(Your task):
Could you write out all the records once more, exactly?
+---+
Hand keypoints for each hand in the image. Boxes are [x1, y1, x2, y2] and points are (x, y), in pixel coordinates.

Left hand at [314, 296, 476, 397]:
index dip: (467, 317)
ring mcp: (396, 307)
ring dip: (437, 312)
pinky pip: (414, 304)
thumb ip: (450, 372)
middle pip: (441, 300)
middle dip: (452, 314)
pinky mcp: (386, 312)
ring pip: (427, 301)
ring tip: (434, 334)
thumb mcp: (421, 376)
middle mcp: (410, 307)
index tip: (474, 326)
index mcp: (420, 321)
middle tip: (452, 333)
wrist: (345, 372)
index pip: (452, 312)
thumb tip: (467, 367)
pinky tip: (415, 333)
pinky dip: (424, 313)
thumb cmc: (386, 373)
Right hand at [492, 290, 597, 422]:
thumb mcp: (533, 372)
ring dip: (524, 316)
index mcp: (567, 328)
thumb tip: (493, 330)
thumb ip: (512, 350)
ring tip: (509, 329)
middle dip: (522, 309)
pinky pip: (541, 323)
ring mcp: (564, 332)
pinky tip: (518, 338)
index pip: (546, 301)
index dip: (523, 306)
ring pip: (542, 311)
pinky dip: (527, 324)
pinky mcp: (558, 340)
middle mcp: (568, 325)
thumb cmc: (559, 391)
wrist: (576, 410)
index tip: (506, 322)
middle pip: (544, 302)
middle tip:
+---+
(Result below):
Hand keypoints for each hand in the image. Boxes are [x1, y1, x2, y2] and points are (x, y), in pixel coordinates.

Left hand at [314, 296, 476, 397]:
index dip: (467, 317)
ring mcp: (396, 307)
ring dip: (437, 312)
pinky pip: (414, 304)
thumb ip: (450, 372)
middle pip: (441, 300)
middle dip: (452, 314)
pinky mcp: (386, 312)
ring pip: (427, 301)
ring tip: (434, 334)
thumb mcp: (421, 376)
middle mcp: (410, 307)
index tip: (474, 326)
index mcp: (420, 321)
middle tip: (452, 333)
wrist: (345, 372)
index pip: (452, 312)
thumb tip: (467, 367)
pinky tip: (415, 333)
pinky dip: (424, 313)
thumb cmc: (386, 373)
Right hand at [492, 290, 597, 422]:
thumb mcp: (533, 372)
ring dip: (524, 316)
index mcp: (567, 328)
thumb tip: (493, 330)
thumb ip: (512, 350)
ring tip: (509, 329)
middle dip: (522, 309)
pinky pip: (541, 323)
ring mcp: (564, 332)
pinky tip: (518, 338)
index pip: (546, 301)
index dip: (523, 306)
ring pip: (542, 311)
pinky dip: (527, 324)
pinky mcp: (558, 340)
middle mcp: (568, 325)
thumb cmc: (559, 391)
wrist: (576, 410)
index tip: (506, 322)
middle pip: (544, 302)
middle tip:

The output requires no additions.